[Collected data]
╔══

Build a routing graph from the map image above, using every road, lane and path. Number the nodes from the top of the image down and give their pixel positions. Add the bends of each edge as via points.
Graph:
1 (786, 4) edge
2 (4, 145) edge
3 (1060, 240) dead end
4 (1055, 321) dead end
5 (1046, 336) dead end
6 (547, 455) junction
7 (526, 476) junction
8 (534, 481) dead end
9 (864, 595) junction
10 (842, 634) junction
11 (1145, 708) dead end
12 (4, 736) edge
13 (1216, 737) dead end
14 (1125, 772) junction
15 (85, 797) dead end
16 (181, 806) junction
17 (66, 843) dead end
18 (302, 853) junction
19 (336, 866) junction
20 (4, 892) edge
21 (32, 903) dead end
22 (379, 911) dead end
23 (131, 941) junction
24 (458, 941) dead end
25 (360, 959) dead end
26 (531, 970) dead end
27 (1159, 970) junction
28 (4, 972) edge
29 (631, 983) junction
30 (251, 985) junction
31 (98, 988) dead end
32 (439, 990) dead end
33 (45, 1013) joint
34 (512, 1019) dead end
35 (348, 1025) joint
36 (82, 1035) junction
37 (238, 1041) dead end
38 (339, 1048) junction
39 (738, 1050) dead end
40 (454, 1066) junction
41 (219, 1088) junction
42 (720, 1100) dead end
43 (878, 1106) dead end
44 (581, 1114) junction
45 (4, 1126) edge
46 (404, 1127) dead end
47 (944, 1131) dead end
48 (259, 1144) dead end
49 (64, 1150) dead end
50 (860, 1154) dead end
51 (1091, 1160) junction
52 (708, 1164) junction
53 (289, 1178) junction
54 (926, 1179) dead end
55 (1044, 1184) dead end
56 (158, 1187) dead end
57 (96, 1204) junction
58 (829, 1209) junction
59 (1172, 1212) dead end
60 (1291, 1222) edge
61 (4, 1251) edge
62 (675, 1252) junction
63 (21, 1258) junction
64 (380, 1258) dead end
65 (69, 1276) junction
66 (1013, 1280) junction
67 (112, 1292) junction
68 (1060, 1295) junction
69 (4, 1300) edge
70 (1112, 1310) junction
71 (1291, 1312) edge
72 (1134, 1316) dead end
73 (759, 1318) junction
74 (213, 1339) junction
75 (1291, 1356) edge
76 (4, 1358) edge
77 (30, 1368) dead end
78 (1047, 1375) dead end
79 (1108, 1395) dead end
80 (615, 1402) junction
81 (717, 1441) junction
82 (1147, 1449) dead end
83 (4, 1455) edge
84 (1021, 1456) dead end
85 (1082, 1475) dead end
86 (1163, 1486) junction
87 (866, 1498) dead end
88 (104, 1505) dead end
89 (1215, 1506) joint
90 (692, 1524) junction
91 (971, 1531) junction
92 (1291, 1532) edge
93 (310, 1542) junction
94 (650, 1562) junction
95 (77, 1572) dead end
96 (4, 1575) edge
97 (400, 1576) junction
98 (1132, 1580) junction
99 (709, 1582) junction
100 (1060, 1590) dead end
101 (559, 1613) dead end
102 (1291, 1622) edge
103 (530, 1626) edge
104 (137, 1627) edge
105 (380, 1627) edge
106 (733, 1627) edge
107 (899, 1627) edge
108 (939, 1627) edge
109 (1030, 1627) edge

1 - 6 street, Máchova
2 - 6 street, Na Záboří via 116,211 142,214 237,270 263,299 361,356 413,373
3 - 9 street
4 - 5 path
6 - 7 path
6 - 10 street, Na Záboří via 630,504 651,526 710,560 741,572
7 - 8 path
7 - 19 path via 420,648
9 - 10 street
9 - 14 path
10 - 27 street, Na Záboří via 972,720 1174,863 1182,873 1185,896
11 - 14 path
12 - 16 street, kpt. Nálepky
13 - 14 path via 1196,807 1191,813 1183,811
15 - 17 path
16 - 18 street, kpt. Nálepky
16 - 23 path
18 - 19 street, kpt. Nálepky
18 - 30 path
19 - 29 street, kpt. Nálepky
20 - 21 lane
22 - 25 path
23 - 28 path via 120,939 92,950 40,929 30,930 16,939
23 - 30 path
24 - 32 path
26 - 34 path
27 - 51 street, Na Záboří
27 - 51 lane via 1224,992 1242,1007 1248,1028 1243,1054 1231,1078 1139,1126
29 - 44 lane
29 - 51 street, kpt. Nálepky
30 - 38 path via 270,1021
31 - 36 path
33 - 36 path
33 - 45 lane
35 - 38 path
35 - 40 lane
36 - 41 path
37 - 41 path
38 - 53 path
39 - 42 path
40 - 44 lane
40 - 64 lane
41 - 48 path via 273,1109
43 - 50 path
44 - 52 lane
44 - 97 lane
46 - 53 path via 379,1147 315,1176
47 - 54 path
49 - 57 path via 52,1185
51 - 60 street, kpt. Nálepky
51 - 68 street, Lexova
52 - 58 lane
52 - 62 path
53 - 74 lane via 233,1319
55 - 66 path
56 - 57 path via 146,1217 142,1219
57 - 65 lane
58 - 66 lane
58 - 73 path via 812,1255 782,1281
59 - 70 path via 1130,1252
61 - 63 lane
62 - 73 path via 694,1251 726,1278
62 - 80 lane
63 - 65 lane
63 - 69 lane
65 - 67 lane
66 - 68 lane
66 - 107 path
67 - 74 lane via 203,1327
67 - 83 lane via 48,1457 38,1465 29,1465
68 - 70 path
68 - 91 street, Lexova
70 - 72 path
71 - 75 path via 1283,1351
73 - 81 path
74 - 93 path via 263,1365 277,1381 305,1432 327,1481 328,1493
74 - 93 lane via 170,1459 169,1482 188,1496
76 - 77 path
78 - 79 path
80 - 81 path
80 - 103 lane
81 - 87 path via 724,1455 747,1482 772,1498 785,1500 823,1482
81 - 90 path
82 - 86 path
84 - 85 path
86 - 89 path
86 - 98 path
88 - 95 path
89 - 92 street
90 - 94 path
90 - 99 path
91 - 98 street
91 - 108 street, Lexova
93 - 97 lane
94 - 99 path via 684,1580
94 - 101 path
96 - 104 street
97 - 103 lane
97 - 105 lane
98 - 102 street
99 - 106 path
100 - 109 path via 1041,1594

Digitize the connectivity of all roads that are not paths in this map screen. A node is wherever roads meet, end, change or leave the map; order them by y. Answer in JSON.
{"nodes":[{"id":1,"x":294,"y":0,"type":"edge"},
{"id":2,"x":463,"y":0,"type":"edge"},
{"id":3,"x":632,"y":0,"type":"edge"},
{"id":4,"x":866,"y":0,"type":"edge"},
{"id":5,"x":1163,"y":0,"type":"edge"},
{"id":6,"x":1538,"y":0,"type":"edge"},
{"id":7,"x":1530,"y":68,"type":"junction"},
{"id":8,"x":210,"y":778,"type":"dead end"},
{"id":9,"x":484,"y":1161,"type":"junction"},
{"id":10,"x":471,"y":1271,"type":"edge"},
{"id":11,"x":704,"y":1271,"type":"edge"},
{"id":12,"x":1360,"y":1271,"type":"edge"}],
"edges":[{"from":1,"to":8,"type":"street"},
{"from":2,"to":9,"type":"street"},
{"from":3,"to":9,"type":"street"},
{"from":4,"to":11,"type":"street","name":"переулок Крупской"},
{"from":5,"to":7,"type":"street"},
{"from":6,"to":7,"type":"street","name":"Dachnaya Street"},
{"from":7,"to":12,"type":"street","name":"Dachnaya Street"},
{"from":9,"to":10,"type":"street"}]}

╚══

Look through the entries above, find each line containing "Nálepky", and copy it.

(Response below)
12 - 16 street, kpt. Nálepky
16 - 18 street, kpt. Nálepky
18 - 19 street, kpt. Nálepky
19 - 29 street, kpt. Nálepky
29 - 51 street, kpt. Nálepky
51 - 60 street, kpt. Nálepky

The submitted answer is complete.